Re: [RFC PATCH 4/7] x86: use exit_lazy_tlb rather than membarrier_mm_sync_core_before_usermode

From: Mathieu Desnoyers
Date: Mon Jul 20 2020 - 12:46:39 EST


----- On Jul 19, 2020, at 11:03 PM, Nicholas Piggin npiggin@xxxxxxxxx wrote:

> Excerpts from Mathieu Desnoyers's message of July 17, 2020 11:42 pm:
>> ----- On Jul 16, 2020, at 7:26 PM, Nicholas Piggin npiggin@xxxxxxxxx wrote:
>> [...]
>>>
>>> membarrier does replace barrier instructions on remote CPUs, which do
>>> order accesses performed by the kernel on the user address space. So
>>> membarrier should too I guess.
>>>
>>> Normal process context accesses like read(2) will do so because they
>>> don't get filtered out from IPIs, but kernel threads using the mm may
>>> not.
>>
>> But it should not be an issue, because membarrier's ordering is only with
>> respect
>> to submit and completion of io_uring requests, which are performed through
>> system calls from the context of user-space threads, which are called from the
>> right mm.
>
> Is that true? Can io completions be written into an address space via a
> kernel thread? I don't know the io_uring code well but it looks like
> that's asynchonously using the user mm context.

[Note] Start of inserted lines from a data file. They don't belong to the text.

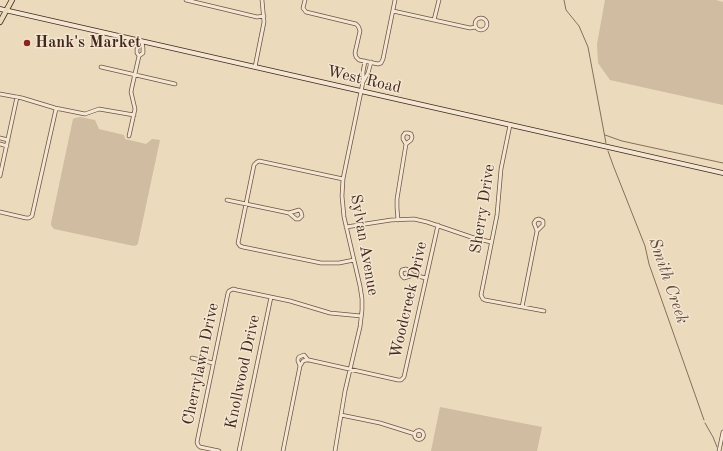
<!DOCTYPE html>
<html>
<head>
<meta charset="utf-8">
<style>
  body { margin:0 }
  canvas { display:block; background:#ecdabc }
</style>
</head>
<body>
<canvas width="723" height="451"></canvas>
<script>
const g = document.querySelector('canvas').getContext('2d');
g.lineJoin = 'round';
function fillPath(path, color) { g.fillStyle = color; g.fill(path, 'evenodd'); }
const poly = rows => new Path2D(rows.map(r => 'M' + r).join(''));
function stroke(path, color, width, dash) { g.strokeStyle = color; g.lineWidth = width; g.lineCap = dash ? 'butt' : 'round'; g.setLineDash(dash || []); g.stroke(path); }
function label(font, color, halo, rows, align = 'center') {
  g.font = font + ' "Old Standard TT",serif'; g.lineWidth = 3; g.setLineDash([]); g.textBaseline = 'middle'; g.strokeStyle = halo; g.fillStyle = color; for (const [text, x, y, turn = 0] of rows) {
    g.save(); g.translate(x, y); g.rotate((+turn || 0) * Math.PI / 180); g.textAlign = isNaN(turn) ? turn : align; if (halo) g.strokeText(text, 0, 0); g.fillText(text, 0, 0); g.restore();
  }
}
const green = poly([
  [605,0,716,0,723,2,723,105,610,80,598,63,597,44],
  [80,117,95,120,99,129,124,135,125,139,146,144,152,139,160,140,138,243,137,245,134,246,54,229,51,225,51,223,73,119,75,118],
  [440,407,542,427,537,451,431,451]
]);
const stream = poly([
  [564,0,566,10,579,26,588,47,606,143],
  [605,135,622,141,723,163],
  [608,151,613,165,645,246,649,264,704,420],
  [705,423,713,437,717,447]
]);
const street = poly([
  [186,0,257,17,264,16],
  [305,0,303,8,306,12,356,24,358,26,359,28,360,31,355,53,356,57,359,60,378,64,381,63,383,59,395,0],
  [393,11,470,28,476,27],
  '475 24a6 6 0 1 1 12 0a6 6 0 1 1-12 0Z',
  [434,20,439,0],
  [139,56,143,53,143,48,142,42],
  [101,67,175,84],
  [255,67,264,22,262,0],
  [363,82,368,73,371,62],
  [0,94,22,98,55,108,85,114,99,109,134,115],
  [510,125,501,169,497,215,481,295,483,299,485,300,544,311],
  [129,136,135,109,131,92,132,87,139,56,137,53,137,49,142,42],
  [0,138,8,140],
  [0,144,7,146],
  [0,176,17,97],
  [343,179,259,161,257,162,254,165,238,243,240,246,243,247,321,263,339,263,354,260],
  [227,200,289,213,299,210,301,212,302,216,299,219,296,219,289,213],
  [0,212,26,218,29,218,32,216,56,109],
  [398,220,397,208,397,199,406,144,411,140,412,137,411,134,408,133,405,133,403,136,403,139,406,144],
  [346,227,391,220,414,219,427,222,474,238,491,242],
  [413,275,408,270,406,269,402,270,401,273,402,276,404,278,413,275,426,278],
  [522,307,537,231,534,223,536,220,539,219,543,221,543,225,537,231],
  [192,358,213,363],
  [300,366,298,361,298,359,299,357,304,355,308,360],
  [341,415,380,423,415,434],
  '414.5 435a4.5 4.5 0 1 1 9 0a4.5 4.5 0 1 1-9 0Z',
  [219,451,200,447,198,445,197,442,228,293,229,291,233,289,237,290,290,301,330,313,361,316],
  [239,451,271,297],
  [283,451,300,366,303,361,306,360,309,360,398,380,401,380,404,377,438,225],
  [335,451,345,391,360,327,362,310,362,299,360,286,344,217,342,196,343,179,363,82,363,72,365,61],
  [719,451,723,432]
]);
const secondary = poly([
  [0,9,330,84,723,173]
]);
const primary = poly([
  [0,22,12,0]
]);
const markers = [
  [27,43,4,"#8f2418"]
];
const poiNames = [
  ["Hank's Market",35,43]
];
const streetNames = [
  ["West Road",364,80,13],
  ["Sherry Drive",483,209,-81],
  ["Sylvan Avenue",364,245,80],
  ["Woodcreek Drive",409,300,-77],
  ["Cherrylawn Drive",201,364,-78],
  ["Knollwood Drive",243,372,-78]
];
const waterNames = [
  ["Smith Creek",668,281,71]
];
fillPath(green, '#cfbca1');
stroke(stream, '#876e5b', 1);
stroke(street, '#6e5443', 4.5);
stroke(secondary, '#44271b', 5.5);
stroke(primary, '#44271b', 6);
stroke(street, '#f3e7d3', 3);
stroke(secondary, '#f3e7d3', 4);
stroke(primary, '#ecdabc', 4.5);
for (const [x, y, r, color] of markers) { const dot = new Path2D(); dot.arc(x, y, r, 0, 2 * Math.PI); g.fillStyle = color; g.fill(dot); stroke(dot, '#f3e7d3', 1.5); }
label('bold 16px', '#44271b', '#f3e7d3', poiNames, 'left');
label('16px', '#44271b', '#f3e7d3', streetNames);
label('italic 17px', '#654a3b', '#f3e7d3', waterNames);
</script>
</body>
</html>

Indeed, the io completion appears to be signaled asynchronously between kernel
and user-space. Therefore, both kernel and userspace code need to have proper
memory barriers in place to signal completion, otherwise user-space could read
garbage after it notices completion of a read.

I did not review the entire io_uring implementation, but the publish side
for completion appears to be:

static void __io_commit_cqring(struct io_ring_ctx *ctx)
{
struct io_rings *rings = ctx->rings;

/* order cqe stores with ring update */
smp_store_release(&rings->cq.tail, ctx->cached_cq_tail);

if (wq_has_sleeper(&ctx->cq_wait)) {
wake_up_interruptible(&ctx->cq_wait);
kill_fasync(&ctx->cq_fasync, SIGIO, POLL_IN);
}
}

The store-release on tail should be paired with a load_acquire on the
reader-side (it's called "read_barrier()" in the code):

tools/io_uring/queue.c:

static int __io_uring_get_cqe(struct io_uring *ring,
struct io_uring_cqe **cqe_ptr, int wait)
{
struct io_uring_cq *cq = &ring->cq;
const unsigned mask = *cq->kring_mask;
unsigned head;
int ret;

*cqe_ptr = NULL;
head = *cq->khead;
do {
/*
* It's necessary to use a read_barrier() before reading
* the CQ tail, since the kernel updates it locklessly. The
* kernel has the matching store barrier for the update. The
* kernel also ensures that previous stores to CQEs are ordered
* with the tail update.
*/
read_barrier();
if (head != *cq->ktail) {
*cqe_ptr = &cq->cqes[head & mask];
break;
}
if (!wait)
break;
ret = io_uring_enter(ring->ring_fd, 0, 1,
IORING_ENTER_GETEVENTS, NULL);
if (ret < 0)
return -errno;
} while (1);

return 0;
}

So as far as membarrier memory ordering dependencies are concerned, it relies
on the store-release/load-acquire dependency chain in the completion queue to
order against anything that was done prior to the completed requests.

What is in-flight while the requests are being serviced provides no memory
ordering guarantee whatsoever.

> How about other memory accesses via kthread_use_mm? Presumably there is
> still ordering requirement there for membarrier,

Please provide an example case with memory accesses via kthread_use_mm where
ordering matters to support your concern.

> so I really think
> it's a fragile interface with no real way for the user to know how
> kernel threads may use its mm for any particular reason, so membarrier
> should synchronize all possible kernel users as well.

I strongly doubt so, but perhaps something should be clarified in the documentation
if you have that feeling.

Thanks,

Mathieu

>
> Thanks,
> Nick

--
Mathieu Desnoyers
EfficiOS Inc.
http://www.efficios.com